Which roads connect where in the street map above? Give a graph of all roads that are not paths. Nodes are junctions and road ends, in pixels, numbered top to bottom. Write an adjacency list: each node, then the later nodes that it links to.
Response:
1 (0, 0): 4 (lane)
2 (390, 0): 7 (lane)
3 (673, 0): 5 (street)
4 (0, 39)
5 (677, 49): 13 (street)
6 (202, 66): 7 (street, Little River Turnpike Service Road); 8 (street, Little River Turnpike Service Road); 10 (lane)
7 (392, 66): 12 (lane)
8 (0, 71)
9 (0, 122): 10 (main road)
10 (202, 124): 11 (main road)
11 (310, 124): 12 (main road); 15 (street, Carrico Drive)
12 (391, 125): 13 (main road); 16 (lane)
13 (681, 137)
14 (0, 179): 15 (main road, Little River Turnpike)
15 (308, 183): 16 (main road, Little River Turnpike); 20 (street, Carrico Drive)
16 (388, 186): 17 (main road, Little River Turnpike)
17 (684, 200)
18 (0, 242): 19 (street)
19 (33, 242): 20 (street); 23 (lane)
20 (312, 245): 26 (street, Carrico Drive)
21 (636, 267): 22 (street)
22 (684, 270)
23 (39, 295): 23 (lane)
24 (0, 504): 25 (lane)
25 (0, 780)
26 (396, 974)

What is being asked: Once the records have been read, print them all again exactly.

Exercise result:
Which roads connect where in the street map above? Give a graph of all roads that are not paths. Nodes are junctions and road ends, in pixels, numbered top to bottom. Write an adjacency list: each node, then the later nodes that it links to.
Response:
1 (0, 0): 4 (lane)
2 (390, 0): 7 (lane)
3 (673, 0): 5 (street)
4 (0, 39)
5 (677, 49): 13 (street)
6 (202, 66): 7 (street, Little River Turnpike Service Road); 8 (street, Little River Turnpike Service Road); 10 (lane)
7 (392, 66): 12 (lane)
8 (0, 71)
9 (0, 122): 10 (main road)
10 (202, 124): 11 (main road)
11 (310, 124): 12 (main road); 15 (street, Carrico Drive)
12 (391, 125): 13 (main road); 16 (lane)
13 (681, 137)
14 (0, 179): 15 (main road, Little River Turnpike)
15 (308, 183): 16 (main road, Little River Turnpike); 20 (street, Carrico Drive)
16 (388, 186): 17 (main road, Little River Turnpike)
17 (684, 200)
18 (0, 242): 19 (street)
19 (33, 242): 20 (street); 23 (lane)
20 (312, 245): 26 (street, Carrico Drive)
21 (636, 267): 22 (street)
22 (684, 270)
23 (39, 295): 23 (lane)
24 (0, 504): 25 (lane)
25 (0, 780)
26 (396, 974)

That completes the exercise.